### RAW DATA

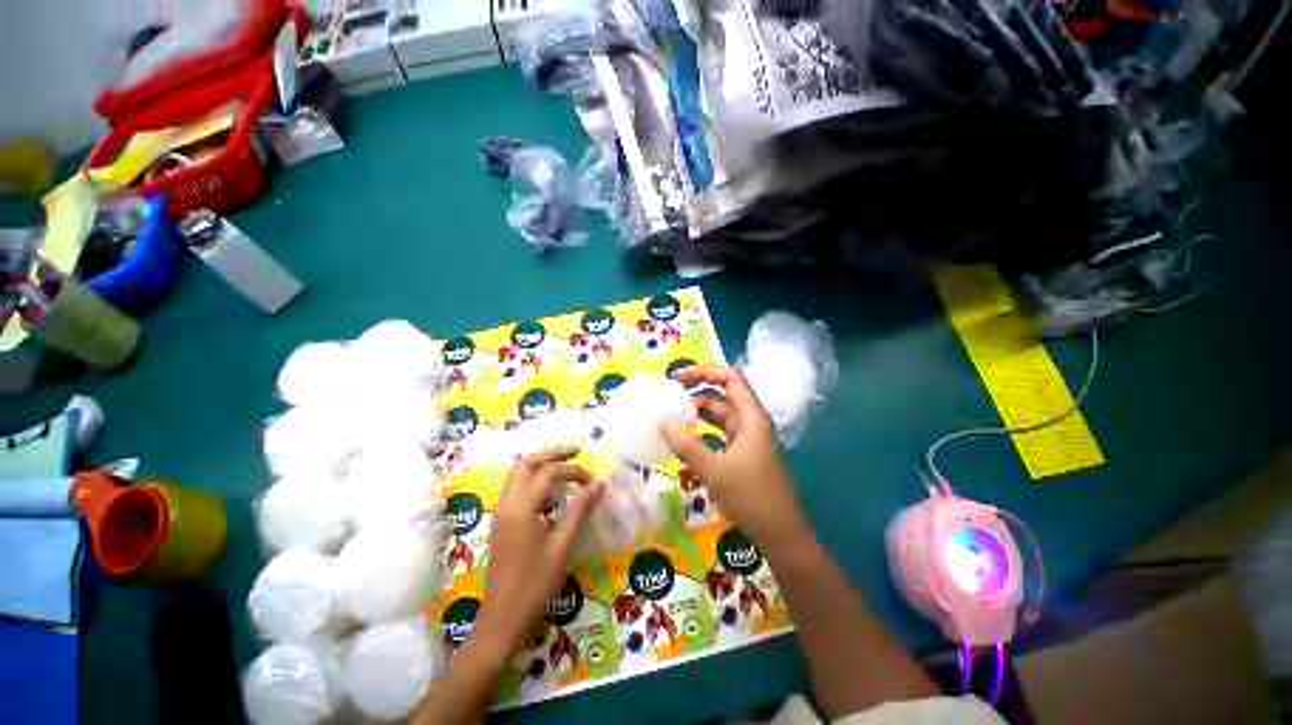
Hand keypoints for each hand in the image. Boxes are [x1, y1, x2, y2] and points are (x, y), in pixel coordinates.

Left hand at [477, 448, 603, 648]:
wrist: (503, 619)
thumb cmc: (535, 584)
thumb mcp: (562, 545)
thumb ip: (580, 510)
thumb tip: (599, 483)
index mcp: (521, 508)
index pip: (549, 474)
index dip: (573, 471)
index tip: (592, 481)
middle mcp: (506, 505)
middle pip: (525, 464)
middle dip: (551, 455)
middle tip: (575, 454)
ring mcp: (500, 514)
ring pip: (518, 477)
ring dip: (542, 471)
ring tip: (567, 481)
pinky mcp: (501, 525)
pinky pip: (517, 493)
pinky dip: (535, 487)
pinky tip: (552, 504)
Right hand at [662, 364, 814, 557]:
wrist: (781, 534)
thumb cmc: (751, 499)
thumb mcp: (714, 471)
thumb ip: (687, 445)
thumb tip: (662, 422)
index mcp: (751, 417)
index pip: (730, 377)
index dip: (703, 371)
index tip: (676, 377)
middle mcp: (751, 421)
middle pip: (723, 393)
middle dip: (696, 391)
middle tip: (668, 397)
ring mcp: (748, 437)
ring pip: (721, 413)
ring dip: (698, 411)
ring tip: (672, 415)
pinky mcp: (744, 452)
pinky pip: (721, 431)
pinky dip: (703, 428)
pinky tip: (686, 437)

### EXERCISE
Each entry above should be copied word for word, with the images omitted.

### RESULT FOR THIS EXERCISE
Hand keypoints for each hand in the image. Boxes are [x1, y1, x2, y2] and points are (x, y), in pixel coordinates.

Left hand at [477, 448, 603, 648]:
wrist: (503, 619)
thumb cmc: (535, 584)
thumb mcp: (562, 545)
thumb ip: (580, 510)
thumb tip: (599, 483)
index mcp: (521, 508)
index pip: (549, 474)
index dip: (573, 471)
index tip: (592, 481)
middle mcp: (506, 505)
middle pip: (525, 464)
middle dip: (551, 455)
middle tip: (575, 454)
ring mcp: (500, 514)
ring pip: (518, 477)
ring dip: (542, 471)
ring tip: (567, 481)
pinky mcp: (501, 525)
pinky pip: (517, 493)
pinky dip: (535, 487)
pinky tip: (552, 504)
Right hand at [662, 364, 814, 557]:
wrist: (781, 534)
thumb cmc: (751, 499)
thumb mcp: (714, 471)
thumb ip: (687, 445)
thumb tip: (662, 422)
index mcp: (751, 417)
index pip: (730, 377)
index dip: (703, 371)
index tip: (676, 377)
middle mcp: (751, 421)
middle pip: (723, 393)
middle dip: (696, 391)
middle tip: (668, 397)
ring mcp: (748, 437)
ring pip: (721, 413)
ring dip: (698, 411)
ring tip: (672, 415)
pinky mcp: (744, 452)
pinky pip: (721, 431)
pinky dip: (703, 428)
pinky tip: (686, 437)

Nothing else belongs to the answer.